Les Patriotes visent la triple couronne

Trois-Rivières — Pratiquement invincibles depuis trois ans, les Patriotes de l’UQTR vont tenter de décrocher une troisième bannière provinciale de suite en deuxième division de volleyball universitaire, ce week-end à Rimouski.

Encore une fois cette année, les Trifluviennes n’ont laissé aucun chance à leurs adversaires avec 12 victoires en autant de sorties. En cours de route, elles n’ont cédé que trois petites manches. C’est donc sans surprise qu’elles seront favorites pour le rendez-vous de fin de saison.

Depuis trois ans, les protégées de l’entraîneure Marie-Ève Girouard démolissent tout sur le passage, en attente de leur promotion en première division, prévue pour l’automne 2020.

En 40 matchs, les joueuses en orange et vert n’ont subi qu’une défaite tout en concédant un maigre total de huit manches à leurs rivales.

«On est toujours à la recherche de l’excellence. On a des choses à améliorer et on travaille là-dessus à l’entraînement pour continuer de dominer. On joue aussi des matchs à l’extérieur de notre réseau. On veut se préparer en fonction de 2020», explique Girouard.

Ce week-end, les Patriotes seront en quête d’un sixième championnat provincial et d’une troisième campagne parfaite en neuf ans. «On veut continuer à viser l’excellence... et on est prêtes pour d’autres défis», concède Girouard.

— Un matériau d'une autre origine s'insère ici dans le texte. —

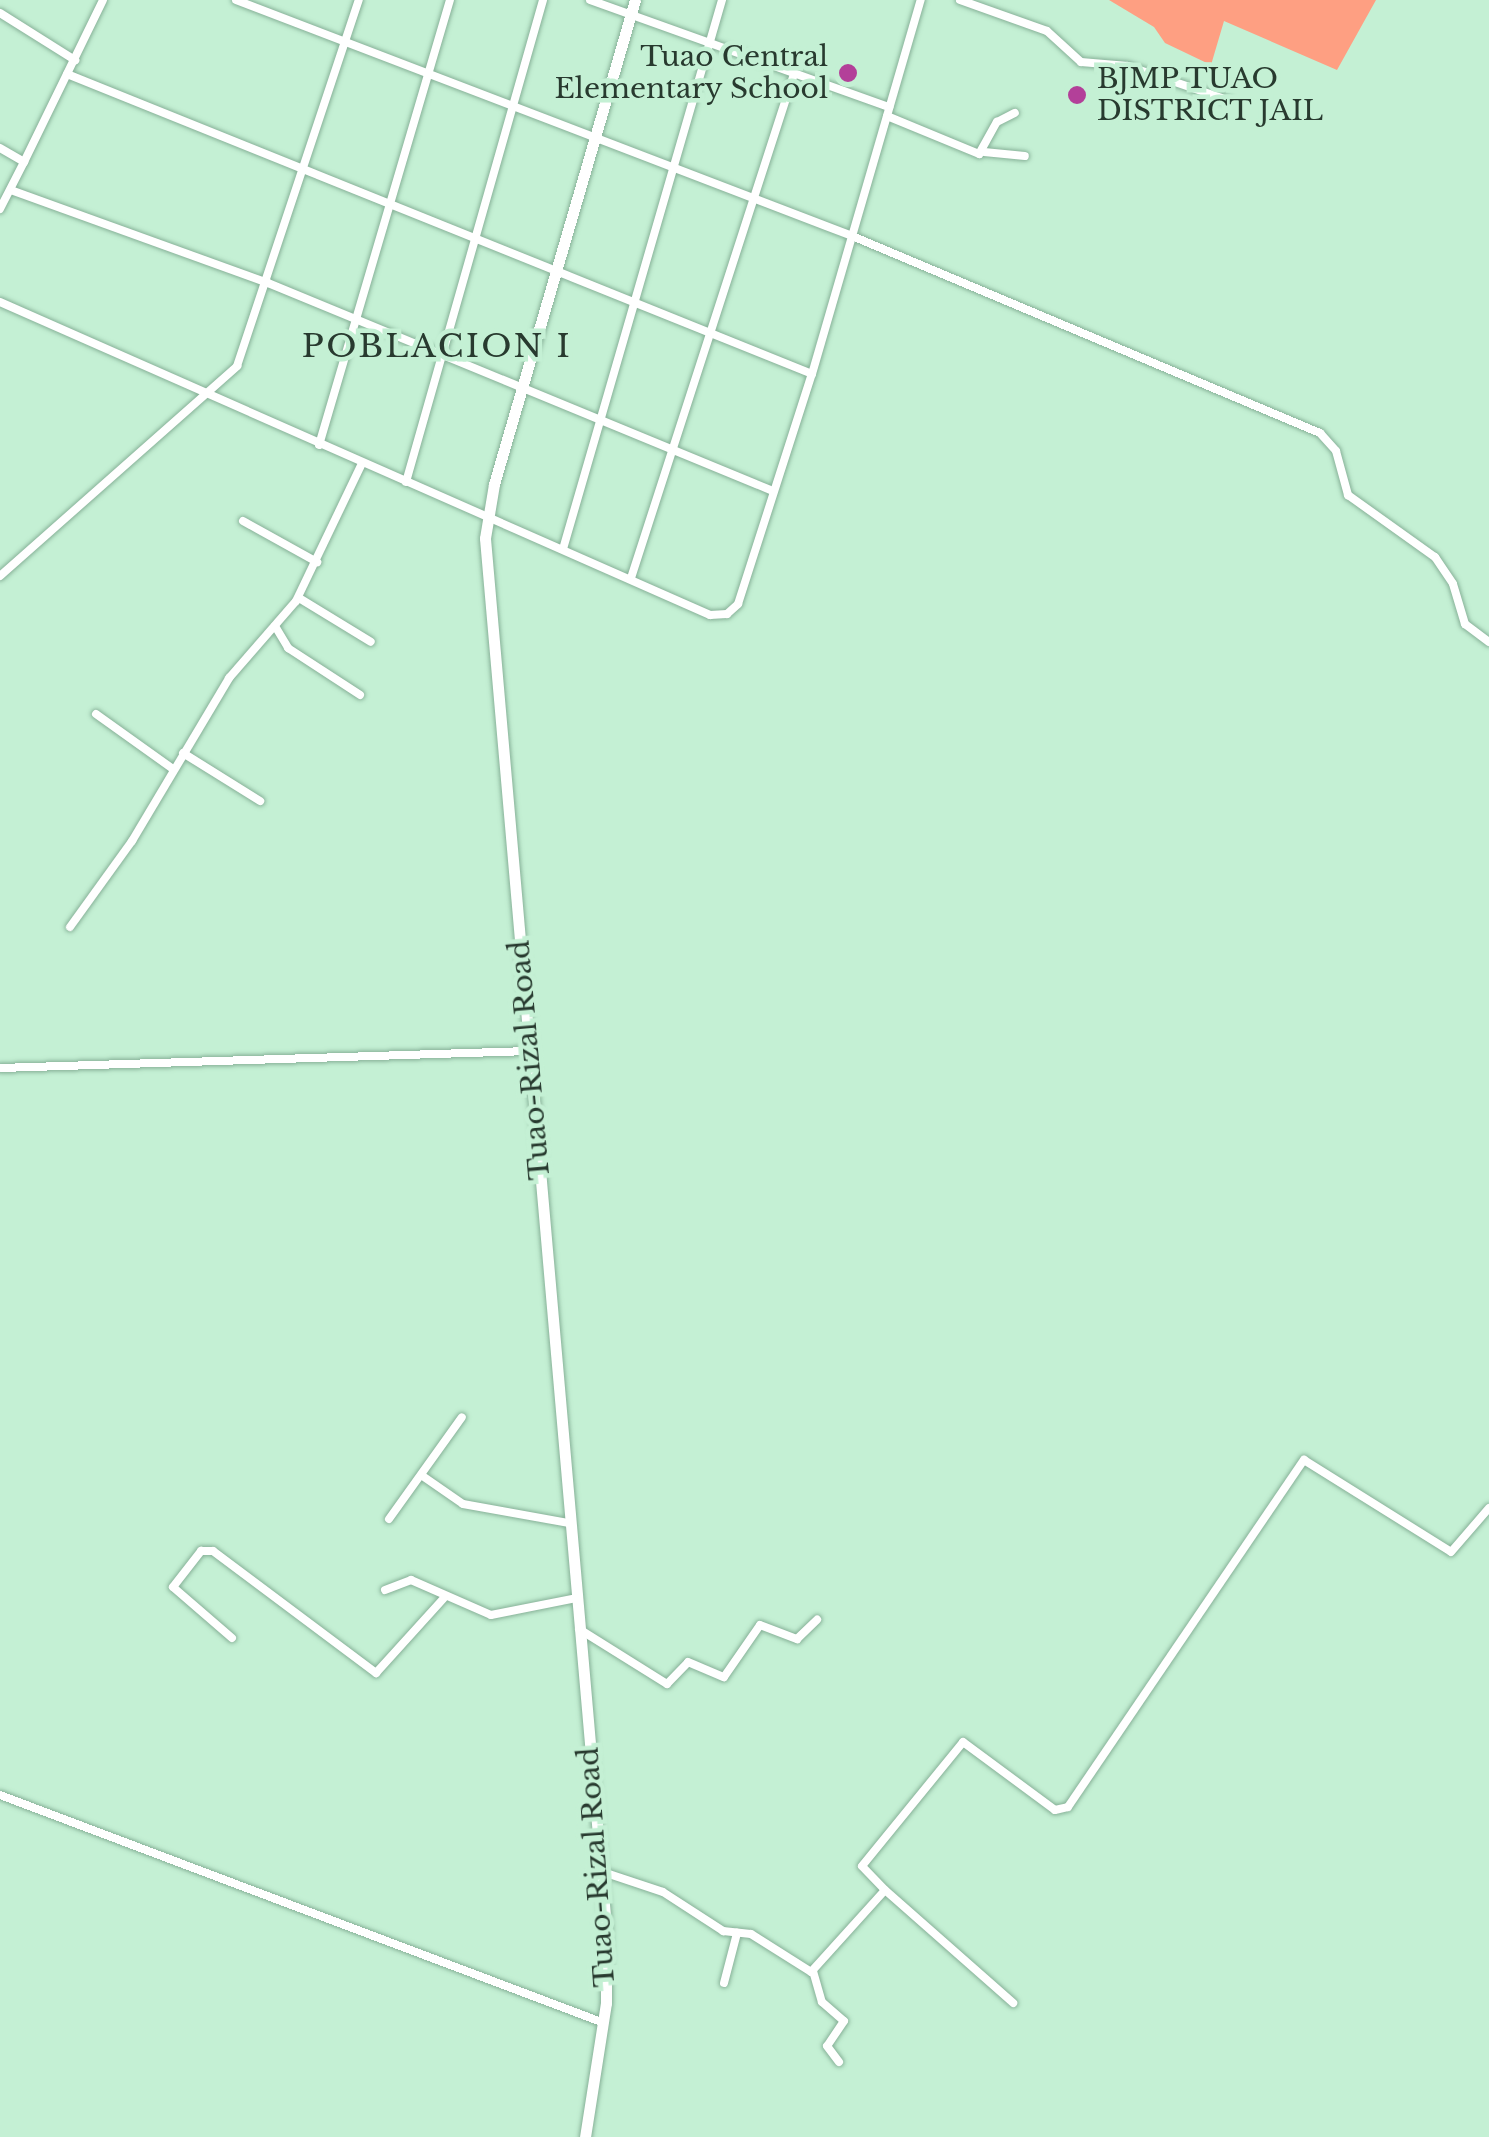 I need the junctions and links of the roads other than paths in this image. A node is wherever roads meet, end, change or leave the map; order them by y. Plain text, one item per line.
1 (103, 0) edge
2 (236, 0) edge
3 (359, 0) edge
4 (450, 0) edge
5 (543, 0) edge
6 (590, 0) edge
7 (635, 0) edge
8 (722, 0) edge
9 (921, 0) edge
10 (960, 0) edge
11 (0, 13) edge
12 (631, 16) junction
13 (709, 42) junction
14 (346, 43) junction
15 (74, 60) junction
16 (68, 74) junction
17 (428, 74) junction
18 (794, 74) junction
19 (1228, 100) dead end
20 (514, 108) junction
21 (888, 112) junction
22 (1015, 113) dead end
23 (596, 137) junction
24 (0, 148) edge
25 (984, 152) junction
26 (1025, 156) dead end
27 (24, 162) junction
28 (676, 168) junction
29 (306, 171) junction
30 (10, 190) junction
31 (752, 196) junction
32 (393, 203) junction
33 (0, 209) edge
34 (476, 236) junction
35 (852, 236) junction
36 (557, 269) junction
37 (268, 284) junction
38 (0, 302) edge
39 (639, 304) junction
40 (352, 318) junction
41 (712, 333) junction
42 (444, 358) junction
43 (812, 374) junction
44 (522, 391) junction
45 (209, 396) junction
46 (602, 424) junction
47 (320, 445) junction
48 (674, 455) junction
49 (362, 463) junction
50 (406, 482) junction
51 (772, 491) junction
52 (486, 518) junction
53 (243, 522) dead end
54 (563, 549) junction
55 (317, 562) junction
56 (0, 576) edge
57 (631, 578) junction
58 (298, 598) junction
59 (275, 626) junction
60 (372, 642) dead end
61 (1489, 642) edge
62 (360, 695) dead end
63 (96, 714) dead end
64 (183, 753) junction
65 (173, 769) junction
66 (260, 801) dead end
67 (70, 927) dead end
68 (532, 1051) junction
69 (0, 1068) edge
70 (462, 1417) dead end
71 (424, 1476) junction
72 (1489, 1508) edge
73 (389, 1520) dead end
74 (570, 1523) junction
75 (385, 1590) dead end
76 (577, 1598) junction
77 (443, 1599) junction
78 (818, 1620) dead end
79 (580, 1629) junction
80 (232, 1638) dead end
81 (0, 1794) edge
82 (600, 1872) junction
83 (885, 1890) junction
84 (737, 1933) junction
85 (813, 1971) junction
86 (724, 1983) dead end
87 (1013, 2003) dead end
88 (604, 2022) junction
89 (839, 2062) dead end
90 (584, 2137) edge

1 - 15 street
2 - 14 street
3 - 14 street
4 - 17 street
5 - 20 street
6 - 12 street
7 - 12 main road, Tuao-Rizal Road
8 - 13 street
9 - 21 street
10 - 19 street
11 - 15 street
12 - 13 street
12 - 23 main road, Tuao-Rizal Road
13 - 18 street
13 - 28 street
14 - 17 street
14 - 29 street
15 - 16 street
16 - 27 street
16 - 29 street
17 - 20 street
17 - 32 street
18 - 21 street
18 - 31 street
20 - 23 street
20 - 34 street
21 - 25 street
21 - 35 street
22 - 25 street
23 - 28 street
23 - 36 main road, Tuao-Rizal Road
24 - 27 street
25 - 26 street
27 - 30 street
28 - 31 street
28 - 39 street
29 - 32 street
29 - 37 street
30 - 33 street
30 - 37 street
31 - 35 street
31 - 41 street
32 - 34 street
32 - 40 street
34 - 36 street
34 - 42 street
35 - 43 street
35 - 61 street
36 - 39 street
36 - 44 main road, Tuao-Rizal Road
37 - 40 street
37 - 45 street
38 - 45 street
39 - 41 street
39 - 46 street
40 - 42 street
40 - 47 street
41 - 43 street
41 - 48 street
42 - 44 street
42 - 50 street
43 - 51 street
44 - 46 street
44 - 52 main road, Tuao-Rizal Road
45 - 47 street
45 - 56 street
46 - 48 street
46 - 54 street
47 - 49 street
48 - 51 street
48 - 57 street
49 - 50 street
49 - 55 street
50 - 52 street
51 - 57 street
52 - 54 street
52 - 68 main road, Tuao-Rizal Road
53 - 55 street
54 - 57 street
55 - 58 street
58 - 59 street
58 - 60 street
59 - 62 street
59 - 64 street
63 - 65 street
64 - 65 street
64 - 66 street
65 - 67 street
68 - 69 street
68 - 74 main road, Tuao-Rizal Road
70 - 71 street
71 - 73 street
71 - 74 street
72 - 83 street
74 - 76 main road, Tuao-Rizal Road
75 - 77 street
76 - 77 street
76 - 79 main road, Tuao-Rizal Road
77 - 80 street
78 - 79 street
79 - 82 main road, Tuao-Rizal Road
81 - 88 street
82 - 84 street
82 - 88 main road, Tuao-Rizal Road
83 - 85 street
83 - 87 street
84 - 85 street
84 - 86 street
85 - 89 street
88 - 90 main road, Tuao-Rizal Road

La domination des Patriotes a d’ailleurs été mise bien en évidence, encore une fois, lors de la composition des équipes d’étoiles alors que six joueuses y ont trouvé refuge. Myriam Desbiens, Valérie Lemay et Dominique Marcoux ont été choisies dans le premier groupe tandis qu’Ophélie Pageau, Mylène Caron et Marie-Pier Rood ont été sélectionnées sur la deuxième formation étoile.

C’est d’ailleurs cette profondeur qui permet aux Patriotes d’être aussi redoutables, match après match. «On a un noyau de joueuses assez stable depuis trois ans. Myrian Desbiens et Valérie Lemay apportent beaucoup de leadership au groupe. Il y a aussi Audrey Marcoux qui a rendu de précieux services avant de quitter après la session d’automne pour intégrer le marché du travail», souligne l’entraîneure.

«On a l’impression d’avoir la meilleure équipe, peu importe qui va sur le terrain. La profondeur de notre alignement est incroyable. C’est ce qui nous aide à performer à tous les niveaux. Il y a toujours quelqu’un prêt à prendre la relève.»

Les Patriotes croiseront d’abord le fer avec le Nordet de l’Université du Québec à Rimouski, vendredi soir en demi-finale. Le vainqueur aura ensuite rendez-vous avec le gagnant de l’affrontement entre les Inuks de l’Université du Québec à Chicoutimi et les Piranhas de l’École de technologie supérieure.

«C’est certain que nous sommes les favorites et on entend le démontrer au championnat provincial. Mais les autres équipes n’ont rien à perdre. Elle veulent nous déstabiliser. On ne doit rien prendre pour acquis», prévient l’architecte du programme de volleyball féminin de l’UQTR.